Ford Ecosport: i tappetini nascono dalle bottiglie di plastica riciclata

Dal 2012, anno di lancio della Ford Ecosport, ha trasformato oltre 650 milioni di bottigliette di plastica da mezzo litro, il cui peso specifico è stimato in 8.262 tonnellate

Ci sono tanti modi di declinare la parola “green” nel mondo dell’auto. Oggi il mercato offre auto ibride ed elettriche a seconda delle esigenze, ma per aiutare l’ambiente bastano anche i piccoli gesti, come ad esempio realizzare i tappetini interni riciclando le vecchie bottiglie di plastica, proprio coma fatto da Ford.

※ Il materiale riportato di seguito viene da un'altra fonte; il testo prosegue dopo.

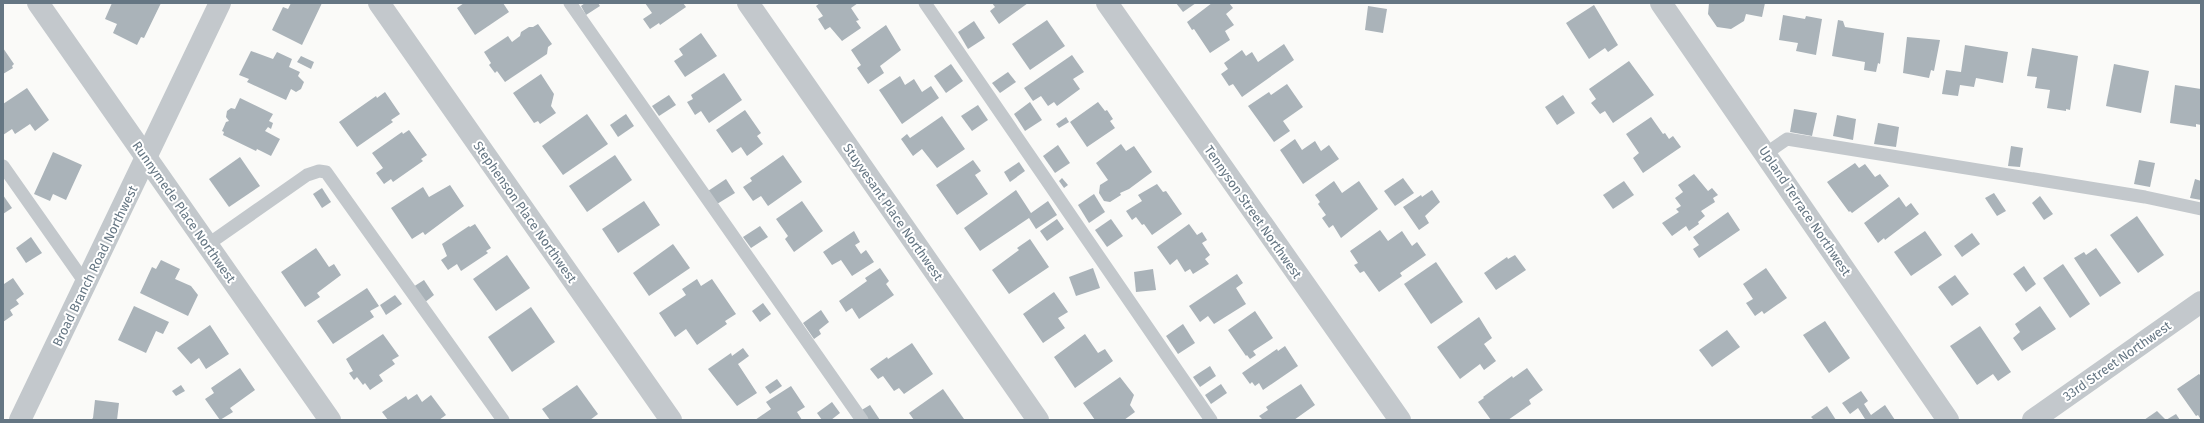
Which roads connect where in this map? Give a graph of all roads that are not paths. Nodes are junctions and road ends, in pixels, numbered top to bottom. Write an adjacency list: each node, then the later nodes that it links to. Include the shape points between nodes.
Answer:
1 (38, 3): 10 (street, Runnymede Place Northwest)
2 (220, 3): 10 (street, Broad Branch Road Northwest)
3 (379, 3): 19 (street, Stephenson Place Northwest)
4 (570, 3): 20 (lane)
5 (748, 3): 21 (street, Stuyvesant Place Northwest)
6 (926, 3): 22 (lane)
7 (1107, 3): 23 (street, Tennyson Street Northwest)
8 (1661, 3): 9 (street, Upland Terrace Northwest)
9 (1765, 154): 12 (lane, via 1787,139 2145,197); 24 (street, Upland Terrace Northwest)
10 (147, 159): 13 (street, Runnymede Place Northwest); 14 (street, Broad Branch Road Northwest)
11 (3, 166): 14 (lane)
12 (2201, 209)
13 (207, 245): 17 (street, Runnymede Place Northwest); 18 (lane, via 307,175 319,170 326,172)
14 (86, 284): 16 (street, Broad Branch Road Northwest)
15 (2201, 302): 25 (street, 33rd Street Northwest)
16 (20, 420)
17 (330, 420)
18 (503, 420)
19 (671, 420)
20 (862, 420)
21 (1038, 420)
22 (1211, 420)
23 (1400, 420)
24 (1948, 420)
25 (2033, 420)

Ford Ecosport e i tappetini “green”

È una bella iniziativa quella voluta da Ford che ha fatto coincidere il lancio della Ford Ecosport con la produzione dei tappetini del suv compatto a partire da bottiglie per bevande in plastica monouso. I numeri sono davvero impressionanti: dal 2012, Ford ha trasformato oltre 650 milioni di bottigliette di plastica da mezzo litro, il cui peso specifico è stimato in 8.262 tonnellate e che, se sistemate l’una di fianco all’altra, avrebbero potuto coprire una distanza pari a più del doppio della circonferenza della Terra. Fin dalla prima applicazione dell’utilizzo di plastica riciclata, a bordo della Mondeo, più di 20 anni fa, l’Ovale Blu oggi ricicla 1.2 miliardi di bottigliette all’anno. Trasformare la plastica in tappetini per auto comporta prima frantumare sia le bottigliette sia i loro tappi in “piccoli fiocchi”.

Questi vengono, quindi, riscaldati e fusi a 260°C per poi essere trasformati in fibre della larghezza di un singolo capello umano. Queste fibre sono intessute insieme da un telaio dando vita al materiale che, così intrecciato, realizza i tappetini. In Europa, solo il 30% dei rifiuti in plastica viene riciclato. “I consumatori, oggi, hanno maggiore consapevolezza rispetto al danno che si produce semplicemente scartando un involucro in plastica. Siamo da tempo impegnati per aumentare, nella produzione di ogni nostra nuova auto, la percentuale di utilizzo di materiali riciclati e di fonti rinnovabili”, ha dichiarato Tony Weatherhead, Materials Engineer di  Ford Motor Company.